Pre-SIP: Sharp (string) interpolation

Proposal

I propose to have a shorthand string interpolation, by using the sharp # character.
The syntax will change as follows (feel free to correct if I expressed it wrong):

processedStringLiteral
                 ::=  alphaid ‘"’ {[‘\’] processedStringPart | ‘\\’ | ‘\"’} ‘"’
                   |  alphaid ‘"""’ {[‘"’] [‘"’] char \ (‘"’ | ‘$’) | escape} {‘"’} ‘"""’ 
                   |  alphaid ‘#’ {printableChar} (whiteSpace | nl | (‘,’ ‘ ’)) ;
  • The new grammar (supposedly) allows any consecutive non-whitespace/newline/comma-followed-by-space characters to be part of the interpolation.
  • No arguments are supported for this sharp interpolation (we can allow them, but I don’t think its a good move).
  • The mechanism invokes exactly the same StringContext class that regular string interpolation uses.
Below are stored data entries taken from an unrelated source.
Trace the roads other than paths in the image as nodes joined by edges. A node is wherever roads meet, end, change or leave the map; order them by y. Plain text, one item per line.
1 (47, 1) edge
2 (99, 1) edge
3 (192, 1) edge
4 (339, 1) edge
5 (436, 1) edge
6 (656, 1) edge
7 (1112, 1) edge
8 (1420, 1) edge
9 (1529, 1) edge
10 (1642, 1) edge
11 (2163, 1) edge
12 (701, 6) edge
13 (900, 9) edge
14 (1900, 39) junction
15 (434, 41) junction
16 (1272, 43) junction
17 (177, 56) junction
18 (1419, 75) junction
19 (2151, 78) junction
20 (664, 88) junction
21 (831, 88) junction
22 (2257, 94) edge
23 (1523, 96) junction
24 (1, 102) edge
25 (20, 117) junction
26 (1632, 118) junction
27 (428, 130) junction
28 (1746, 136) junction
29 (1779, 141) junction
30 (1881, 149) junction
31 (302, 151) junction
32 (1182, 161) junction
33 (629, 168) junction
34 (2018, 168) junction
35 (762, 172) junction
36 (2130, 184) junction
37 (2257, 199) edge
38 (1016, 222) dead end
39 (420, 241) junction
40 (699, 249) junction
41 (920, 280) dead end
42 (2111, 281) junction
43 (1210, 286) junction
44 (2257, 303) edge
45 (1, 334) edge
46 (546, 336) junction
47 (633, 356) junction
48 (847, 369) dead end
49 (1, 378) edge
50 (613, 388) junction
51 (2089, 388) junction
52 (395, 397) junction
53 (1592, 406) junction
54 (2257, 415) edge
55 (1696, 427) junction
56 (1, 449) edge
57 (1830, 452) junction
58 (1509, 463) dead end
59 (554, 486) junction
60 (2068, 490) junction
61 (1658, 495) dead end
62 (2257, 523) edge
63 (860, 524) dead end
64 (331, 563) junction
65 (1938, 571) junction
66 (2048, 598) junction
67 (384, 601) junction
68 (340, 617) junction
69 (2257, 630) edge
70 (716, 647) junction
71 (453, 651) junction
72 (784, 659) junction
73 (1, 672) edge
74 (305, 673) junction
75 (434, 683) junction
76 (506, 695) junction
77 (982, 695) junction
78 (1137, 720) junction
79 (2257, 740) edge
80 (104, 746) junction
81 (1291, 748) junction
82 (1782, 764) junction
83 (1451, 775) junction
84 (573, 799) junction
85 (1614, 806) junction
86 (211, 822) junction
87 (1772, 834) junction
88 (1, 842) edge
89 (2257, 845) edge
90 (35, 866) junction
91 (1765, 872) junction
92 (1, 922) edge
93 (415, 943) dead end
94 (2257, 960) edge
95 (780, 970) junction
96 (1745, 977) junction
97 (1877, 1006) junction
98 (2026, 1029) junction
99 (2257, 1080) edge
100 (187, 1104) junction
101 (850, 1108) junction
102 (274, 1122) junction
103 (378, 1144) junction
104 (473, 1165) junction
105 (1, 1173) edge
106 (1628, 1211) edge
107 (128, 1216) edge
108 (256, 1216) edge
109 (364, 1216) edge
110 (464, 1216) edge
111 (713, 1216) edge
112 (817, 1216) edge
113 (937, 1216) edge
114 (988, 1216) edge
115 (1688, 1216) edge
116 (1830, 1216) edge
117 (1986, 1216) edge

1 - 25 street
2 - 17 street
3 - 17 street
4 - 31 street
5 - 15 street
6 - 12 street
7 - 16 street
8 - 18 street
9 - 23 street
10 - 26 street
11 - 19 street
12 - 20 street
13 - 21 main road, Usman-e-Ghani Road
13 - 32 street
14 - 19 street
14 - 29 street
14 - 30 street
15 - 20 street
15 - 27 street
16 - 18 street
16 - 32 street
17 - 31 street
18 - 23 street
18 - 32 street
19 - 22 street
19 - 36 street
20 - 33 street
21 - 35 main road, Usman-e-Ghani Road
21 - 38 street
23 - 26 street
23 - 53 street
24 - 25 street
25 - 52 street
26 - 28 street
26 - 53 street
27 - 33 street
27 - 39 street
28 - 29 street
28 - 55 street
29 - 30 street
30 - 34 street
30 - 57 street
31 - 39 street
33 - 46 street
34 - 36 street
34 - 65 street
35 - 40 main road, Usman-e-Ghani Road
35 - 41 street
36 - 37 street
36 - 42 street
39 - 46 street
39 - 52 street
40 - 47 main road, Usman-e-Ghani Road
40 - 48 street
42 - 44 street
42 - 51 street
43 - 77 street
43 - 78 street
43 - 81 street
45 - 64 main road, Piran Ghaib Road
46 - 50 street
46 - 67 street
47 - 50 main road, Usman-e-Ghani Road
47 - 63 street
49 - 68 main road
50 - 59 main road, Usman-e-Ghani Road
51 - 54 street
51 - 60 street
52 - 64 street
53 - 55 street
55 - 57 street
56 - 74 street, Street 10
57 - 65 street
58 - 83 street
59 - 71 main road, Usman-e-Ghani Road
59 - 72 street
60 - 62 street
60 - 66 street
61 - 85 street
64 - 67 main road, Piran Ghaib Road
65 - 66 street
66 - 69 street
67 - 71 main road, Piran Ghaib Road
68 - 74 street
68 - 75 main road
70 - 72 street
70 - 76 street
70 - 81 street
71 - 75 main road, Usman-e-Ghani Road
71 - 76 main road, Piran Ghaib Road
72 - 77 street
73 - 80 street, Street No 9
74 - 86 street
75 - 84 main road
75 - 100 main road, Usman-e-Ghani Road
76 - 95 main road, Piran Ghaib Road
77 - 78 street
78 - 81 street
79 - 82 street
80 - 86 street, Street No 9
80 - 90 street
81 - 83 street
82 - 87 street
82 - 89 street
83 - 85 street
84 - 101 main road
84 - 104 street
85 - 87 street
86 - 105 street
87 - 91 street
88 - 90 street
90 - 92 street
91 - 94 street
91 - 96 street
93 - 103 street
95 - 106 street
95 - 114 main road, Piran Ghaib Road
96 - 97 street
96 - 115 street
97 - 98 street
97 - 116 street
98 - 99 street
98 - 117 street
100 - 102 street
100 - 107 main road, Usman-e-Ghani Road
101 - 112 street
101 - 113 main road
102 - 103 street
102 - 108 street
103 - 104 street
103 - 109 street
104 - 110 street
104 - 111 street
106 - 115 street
Here are some examples of what will be possible:

val binVal = b#101001100101
val hexVal = h#0304903FFAA
val bigVal = big#345,463,489,989,893,859,438,943,643
val dateVal = date#22.02.2022
val date2Val = date#22/02/2022
val ipVal = ip#192.168.0.1
val phoneVal = phone#+1-800-555-5555
val phoneList = List(phone#+1-800-555-5555, phone#+1-800-777-7777)
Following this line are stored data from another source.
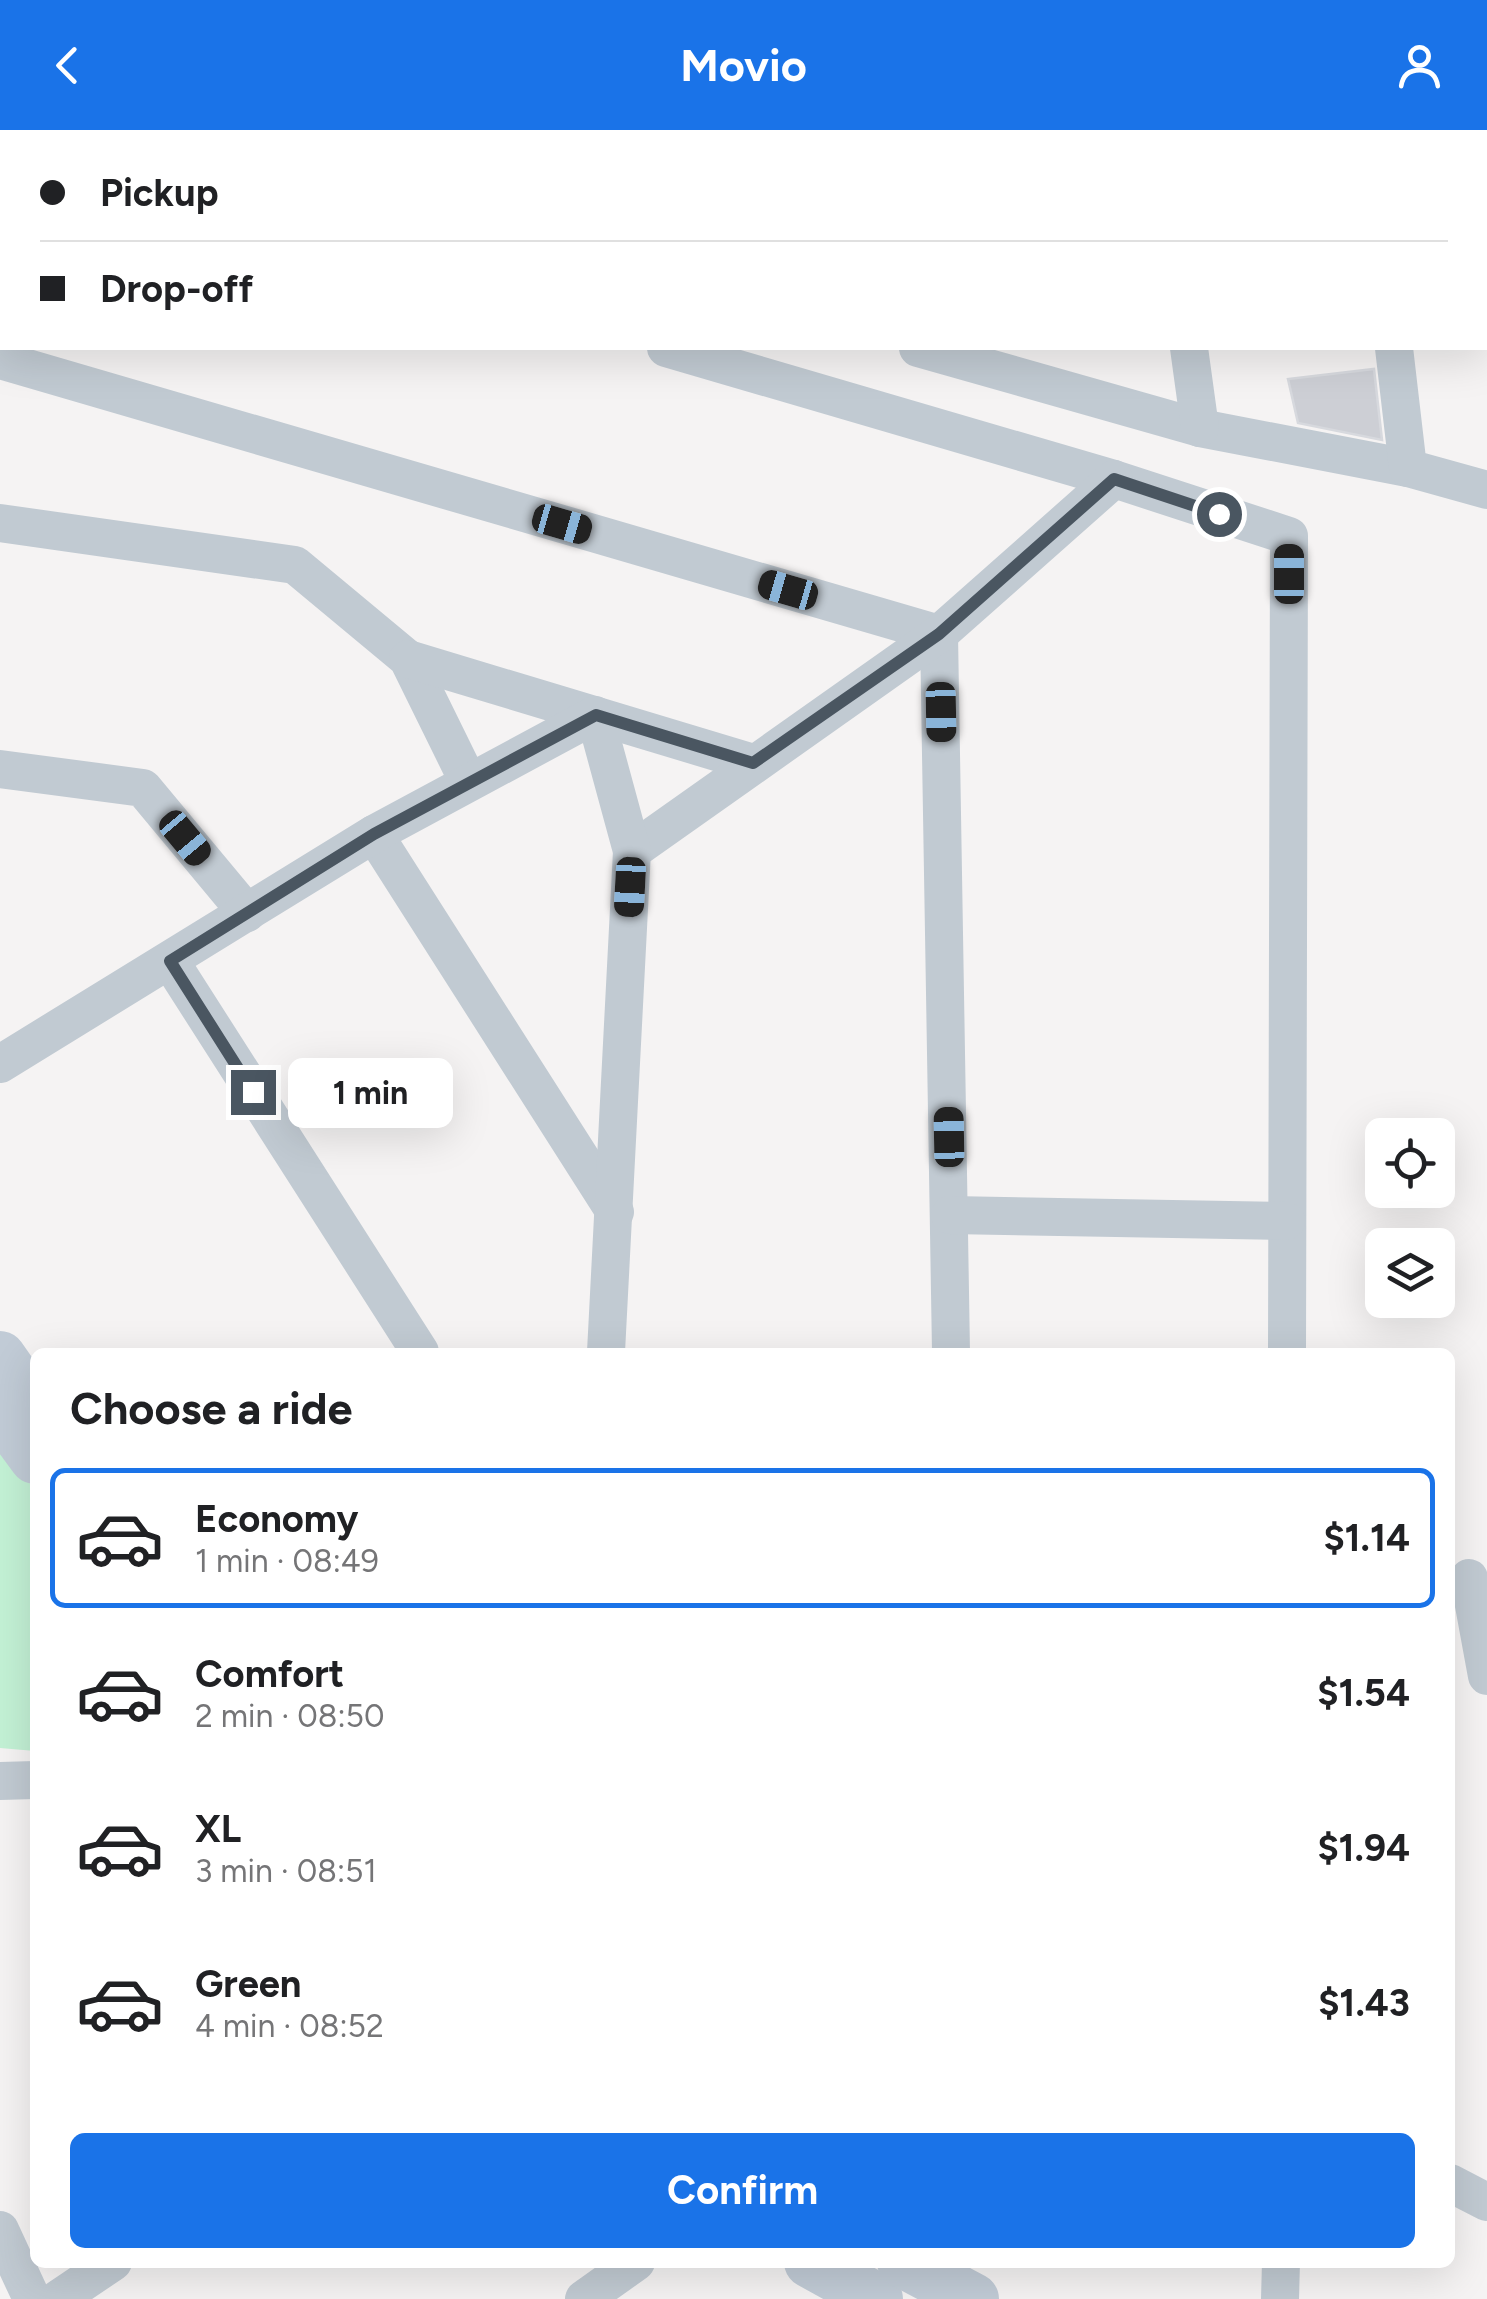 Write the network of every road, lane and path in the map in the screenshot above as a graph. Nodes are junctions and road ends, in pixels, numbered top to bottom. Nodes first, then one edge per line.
1 (673, 350) edge
2 (929, 350) edge
3 (1190, 350) edge
4 (1394, 350) edge
5 (0, 360) edge
6 (1200, 428) junction
7 (1408, 468) junction
8 (1114, 479) junction
9 (1487, 490) edge
10 (0, 523) edge
11 (939, 634) junction
12 (408, 659) junction
13 (596, 715) junction
14 (753, 763) junction
15 (0, 769) edge
16 (468, 781) junction
17 (374, 834) junction
18 (632, 851) junction
19 (247, 913) junction
20 (170, 961) junction
21 (0, 1064) edge
22 (614, 1212) junction
23 (950, 1214) junction
24 (1286, 1222) junction
25 (417, 1348) edge
26 (606, 1348) edge
27 (952, 1348) edge
28 (1286, 1348) edge
29 (0, 1357) edge
30 (30, 1399) edge
31 (0, 1410) edge
32 (30, 1451) edge
33 (1469, 1578) dead end
34 (1487, 1676) edge
35 (30, 1780) edge
36 (0, 1781) edge
37 (1455, 2186) edge
38 (1487, 2202) edge
39 (0, 2230) edge
40 (104, 2268) edge
41 (628, 2268) edge
42 (821, 2268) edge
43 (919, 2268) edge
44 (1282, 2268) edge
45 (963, 2284) edge
46 (32, 2299) edge
47 (58, 2299) edge
48 (584, 2299) edge
49 (877, 2299) edge
50 (1280, 2299) edge

1 - 8 street
2 - 6 street
3 - 6 street
4 - 7 street
5 - 11 street
6 - 7 street
7 - 9 street
8 - 11 street
8 - 24 street
10 - 12 street
11 - 14 street
11 - 23 street
12 - 13 street
12 - 16 street
13 - 14 street
13 - 16 street
13 - 18 street
14 - 18 street
15 - 19 street
16 - 17 street
17 - 19 street
17 - 22 street
18 - 22 street
19 - 20 street
20 - 21 street
20 - 25 street
22 - 26 street
23 - 24 street
23 - 27 street
24 - 28 street
29 - 30 street
31 - 32 street
33 - 34 street
35 - 36 street
37 - 38 street
39 - 46 street
40 - 47 street
41 - 48 street
42 - 49 street
43 - 45 street
44 - 50 street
As you can see, the fact that we associate the sharp # token with the word “number” enables us to express values more naturally to match the spoken (english) language.
Remember that this is in term positions and not types, so # cannot be confused with path dependent type ascription.
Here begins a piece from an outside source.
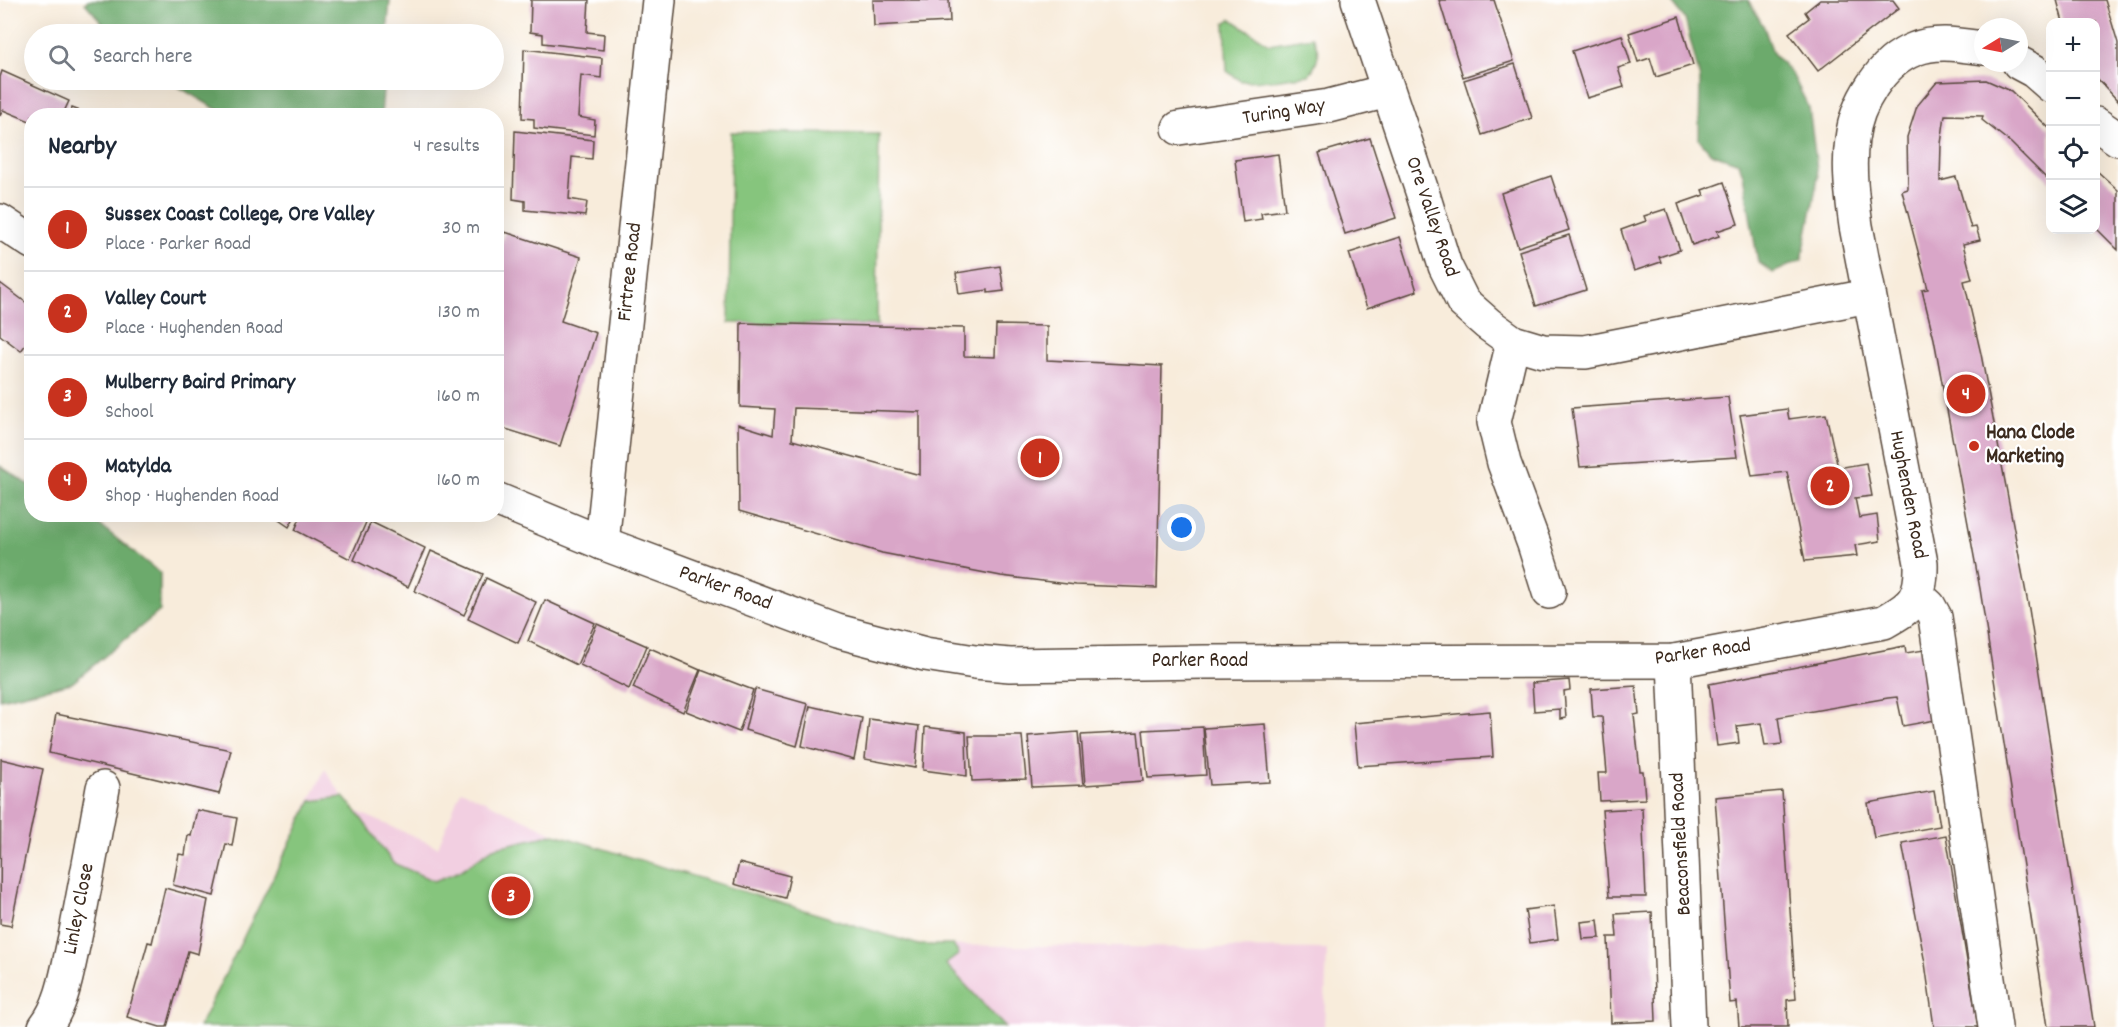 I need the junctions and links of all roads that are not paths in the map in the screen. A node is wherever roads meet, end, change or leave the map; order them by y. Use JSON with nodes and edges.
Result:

Applying methods on sharp interpolation

The sharp interpolation accepts all characters until whitespace, newline, or comma characters.
This is to allow flexible separators like in phone numbers and dates.
Consequently, unlike regular string interpolation, in order to apply methods we must add space or new line:

ip#192.168.1.0.connect //error
ip#192.168.1.0 .connect //OK
ip#192.168.1.0
  .connect //OK
h#1234+h#abcd //error
h#1234 + h#abcd //OK

Related Issues

Discussion

  1. Should we also use ; as end-of-string for the sharp interpolator? Currently the proposal allows comma (with no following space) to be a separator. Is this OK or confusing?
  2. Theoretically we can allow for interpolation arguments. Should we? I think if someone wants arguments then they should just use the regular string interpolation.
  3. I think that the experimental Numeric Literals (FromDigits) language feature in Scala 3 is not good enough, and this proposal does a better job of enabling the user full control over the acceptable way of expressing numeric literals. Should they both exist or should we remove FromDigits?
  4. Should we add interpolators like big#345463489989893859438943643 to the standard library?
  5. Anything else?
7 Likes

Which rule makes it so that ) is not part of the string interpolation?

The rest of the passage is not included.